2- Şubat: Süryanice'de, yeni takvimin ikinci ayına verilen isim (şabat/şobat)... Türkçe'de anlamını korumuş.

3- Mart: Latince'de "Mars" (savaş tanrısı) isminden... ( Özellikle batı toplumları, çoktanrılı din döneminde ay ve günlere tanrıların veya kimi imparatorların vb. ismini vermişlerdir. Tektanrılı din döneminde birçok dilde bu isimler büyük çoğunlukla değiştirilmiş ama kimi dillerde bir bölümü yine kalmıştır ) Birçok dilde bu ayın adı benzer isimler alır: Maerz (Almanca), mars (Fransızca), maris (Arapça),marzo (İspanyolca),marzo (İtalyanca),march (İngilzce), vb...

4- Nisan: Süryanice'den (nisanna) ay ismi... Aslında bu isim Süryani, Sümer, Akad ve İbrani dillerinde ortak ("nisannus, nasanus, nasanna, nusanus, nusanna" gibi şekilleri var)...

5- Mayıs: Latince'de ay adı (maius)... en büyük anlamındaki "maior"dan geliyor.
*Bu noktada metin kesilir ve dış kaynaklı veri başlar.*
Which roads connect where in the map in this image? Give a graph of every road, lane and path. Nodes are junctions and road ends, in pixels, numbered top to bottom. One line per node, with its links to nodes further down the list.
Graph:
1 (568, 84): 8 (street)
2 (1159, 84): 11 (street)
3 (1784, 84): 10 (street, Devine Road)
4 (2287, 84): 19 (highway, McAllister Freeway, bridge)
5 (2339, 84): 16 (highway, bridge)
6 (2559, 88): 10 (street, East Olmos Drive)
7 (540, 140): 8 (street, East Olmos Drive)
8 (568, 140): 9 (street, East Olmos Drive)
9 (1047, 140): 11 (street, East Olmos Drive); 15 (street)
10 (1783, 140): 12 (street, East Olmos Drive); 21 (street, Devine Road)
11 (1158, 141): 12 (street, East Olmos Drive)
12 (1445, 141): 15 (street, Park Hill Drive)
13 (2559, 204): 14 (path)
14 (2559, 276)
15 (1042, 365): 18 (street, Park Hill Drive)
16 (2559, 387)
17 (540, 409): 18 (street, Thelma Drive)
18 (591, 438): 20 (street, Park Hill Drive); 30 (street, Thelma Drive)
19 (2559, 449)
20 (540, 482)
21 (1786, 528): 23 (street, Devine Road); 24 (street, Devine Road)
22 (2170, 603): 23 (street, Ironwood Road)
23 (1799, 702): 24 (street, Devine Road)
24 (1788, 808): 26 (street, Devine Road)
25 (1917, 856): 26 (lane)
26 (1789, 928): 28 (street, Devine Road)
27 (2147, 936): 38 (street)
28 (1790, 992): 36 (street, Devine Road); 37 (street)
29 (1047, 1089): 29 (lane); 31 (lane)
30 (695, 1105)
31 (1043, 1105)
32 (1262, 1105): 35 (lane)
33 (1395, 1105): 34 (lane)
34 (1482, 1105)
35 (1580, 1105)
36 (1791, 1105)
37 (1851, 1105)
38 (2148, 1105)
Büyük olasılıkla bir tanrının (en büyük tanrı?..) adıydı. Bu ay da birçok dilde benzer isimlerle anılıyor: Mai (Almanca),mai (Fransızca),mayo (İspanyolca),maggio (İtalyanca),may (İngilizce), vb...

6- Haziran: Süryanice'de "hazıran" sözcüğü "sıcak" anlamına geliyor. Aynı dilde, bu aya, - "sıcakların başladığı ay" anlamıyla olsa gerek - "hazaran/hazuran" ismi verilmiş.
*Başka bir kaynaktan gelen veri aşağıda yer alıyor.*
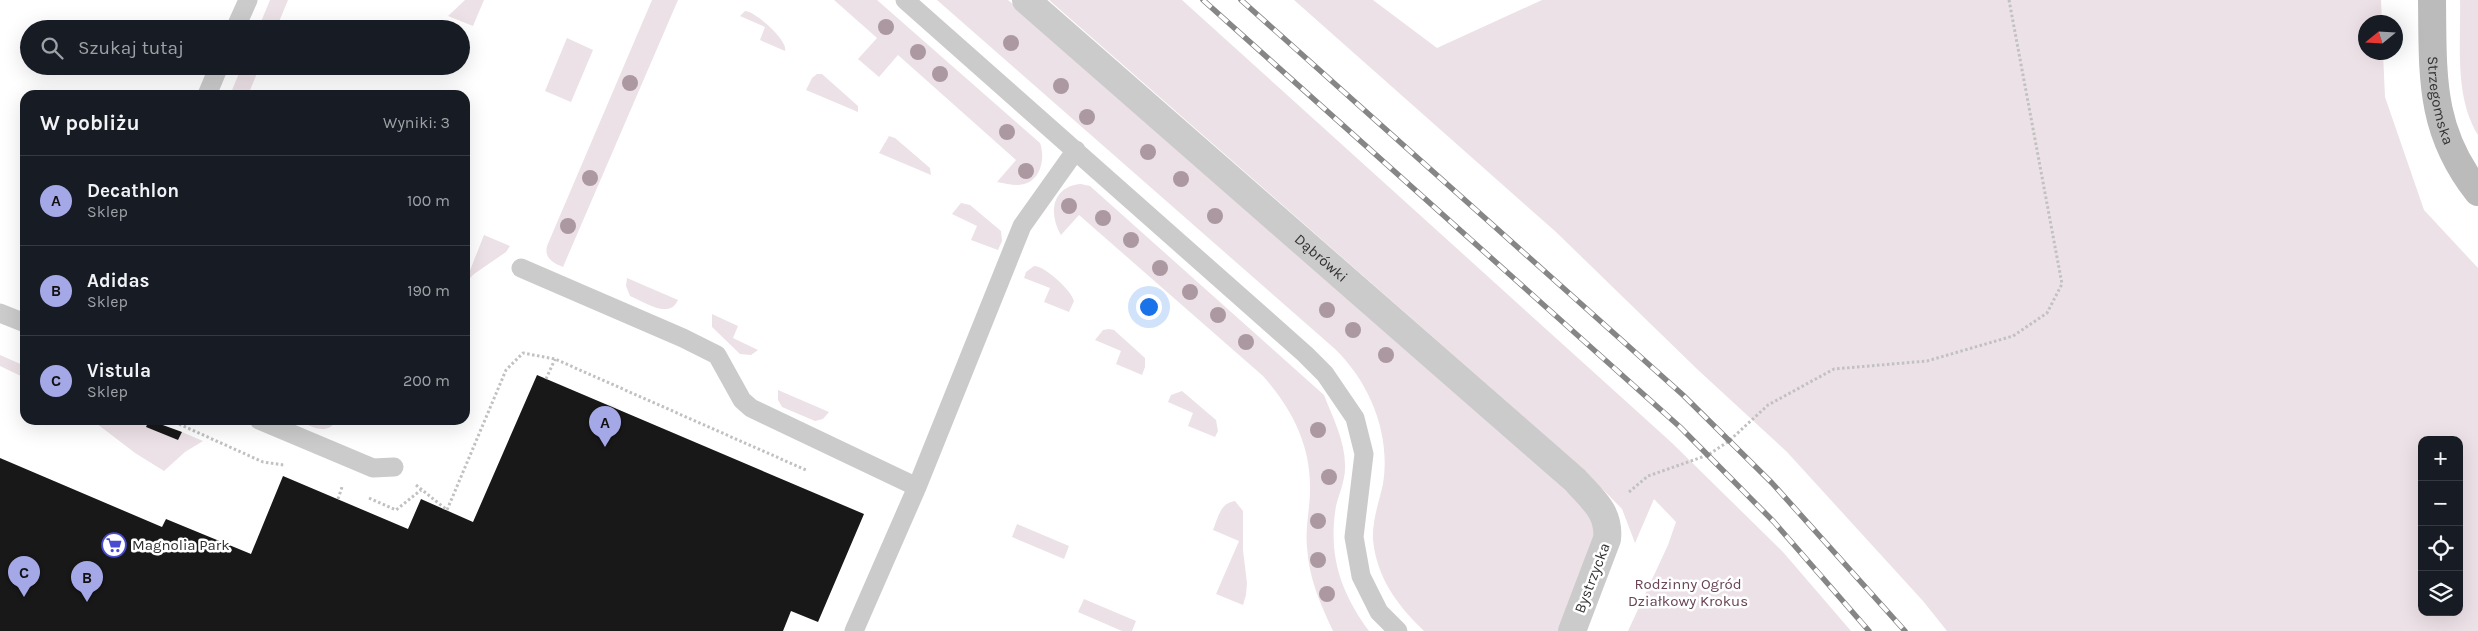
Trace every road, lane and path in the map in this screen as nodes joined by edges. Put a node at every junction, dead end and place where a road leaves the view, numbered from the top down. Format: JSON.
{"nodes":[{"id":1,"x":248,"y":0,"type":"edge"},
{"id":2,"x":905,"y":0,"type":"edge"},
{"id":3,"x":1026,"y":0,"type":"edge"},
{"id":4,"x":2009,"y":0,"type":"edge"},
{"id":5,"x":2432,"y":0,"type":"edge"},
{"id":6,"x":239,"y":20,"type":"edge"},
{"id":7,"x":215,"y":75,"type":"edge"},
{"id":8,"x":209,"y":90,"type":"edge"},
{"id":9,"x":1076,"y":150,"type":"junction"},
{"id":10,"x":2478,"y":192,"type":"edge"},
{"id":11,"x":521,"y":268,"type":"dead end"},
{"id":12,"x":0,"y":313,"type":"edge"},
{"id":13,"x":20,"y":322,"type":"edge"},
{"id":14,"x":555,"y":359,"type":"junction"},
{"id":15,"x":546,"y":379,"type":"dead end"},
{"id":16,"x":271,"y":425,"type":"edge"},
{"id":17,"x":394,"y":467,"type":"joint"},
{"id":18,"x":816,"y":474,"type":"dead end"},
{"id":19,"x":1648,"y":476,"type":"dead end"},
{"id":20,"x":342,"y":487,"type":"dead end"},
{"id":21,"x":918,"y":487,"type":"junction"},
{"id":22,"x":338,"y":499,"type":"dead end"},
{"id":23,"x":1609,"y":524,"type":"joint"},
{"id":24,"x":854,"y":631,"type":"edge"},
{"id":25,"x":1398,"y":631,"type":"edge"},
{"id":26,"x":1572,"y":631,"type":"edge"}],
"edges":[{"from":1,"to":6,"type":"lane"},
{"from":2,"to":9,"type":"lane"},
{"from":3,"to":23,"type":"street","name":"Dąbrówki"},
{"from":4,"to":19,"type":"path"},
{"from":5,"to":10,"type":"main road","name":"Strzegomska"},
{"from":7,"to":8,"type":"lane"},
{"from":9,"to":21,"type":"lane"},
{"from":9,"to":25,"type":"lane"},
{"from":11,"to":21,"type":"lane"},
{"from":12,"to":13,"type":"lane"},
{"from":14,"to":15,"type":"path"},
{"from":14,"to":17,"type":"path"},
{"from":14,"to":18,"type":"path"},
{"from":16,"to":17,"type":"lane"},
{"from":20,"to":22,"type":"path"},
{"from":21,"to":24,"type":"lane"},
{"from":23,"to":26,"type":"street","name":"Bystrzycka"}]}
7- Temmuz: Sümer ve İbrani dillerinde "bey, efendi" anlamındaki "dummuzi" (Sümerce) ve "tammuz" (İbranice) sözcüklerinden geliyor, ancak ismi alış nedeni açık değil.

8- Ağustos: Latince "Augustus"tan (Roma imparatoru'nun adı)... Bir söylentiye göre, Augustus'un dogdugu aya bu isim verilmis. Augustus'un adı da "augus: kutsal" sözcüğünden geliyor.

9- Eylül: Süryanice'de "aylul" (üzüm), yani "üzüm ayı"... Mezopotamya dillerinde hep ortak isim olarak bu kullanılır (Şubat, nisan ve haziran'da olduğu gibi).

10- Ekim: Türkçe "ekme" eyleminden... Tarlaların sürülüp ekildiği ay...

11- Kasım: Bana göre bu isim "titreme, titreşme" anlamlarını taşıyan (Eski Türkçe) "kas, kasma, kasnama" sözcükleriyle ilgilidir. Yani "rüzgarların başlayıp ağaçları, yaprakları titrettiği ay" anlamında.... Yine Türkçe olan "kasırga"'da da bu anlamın çok güçlü olarak bulunması bu fikri oldukça destekler görünüyor. Yine de tartışmaya açık...

12- Aralık: Türkçe'deki "aralık" sözünden geliyor olsa gerek ancak taşıdığı anlam tam açık değil. 10 aylık takvimden 12 aylık takvime geçişte araya konan bir ay olarak mı bu ismi almış acaba? Tartışılır.

Renkler:

1- siyah: Farsça "siya"dan (kara)...

2- kahverengi: Anlamı açık!.. İlginç bir şey, Japonlar'ın aynı renge "chairo" (cha: çay, iro:renk) demeleri...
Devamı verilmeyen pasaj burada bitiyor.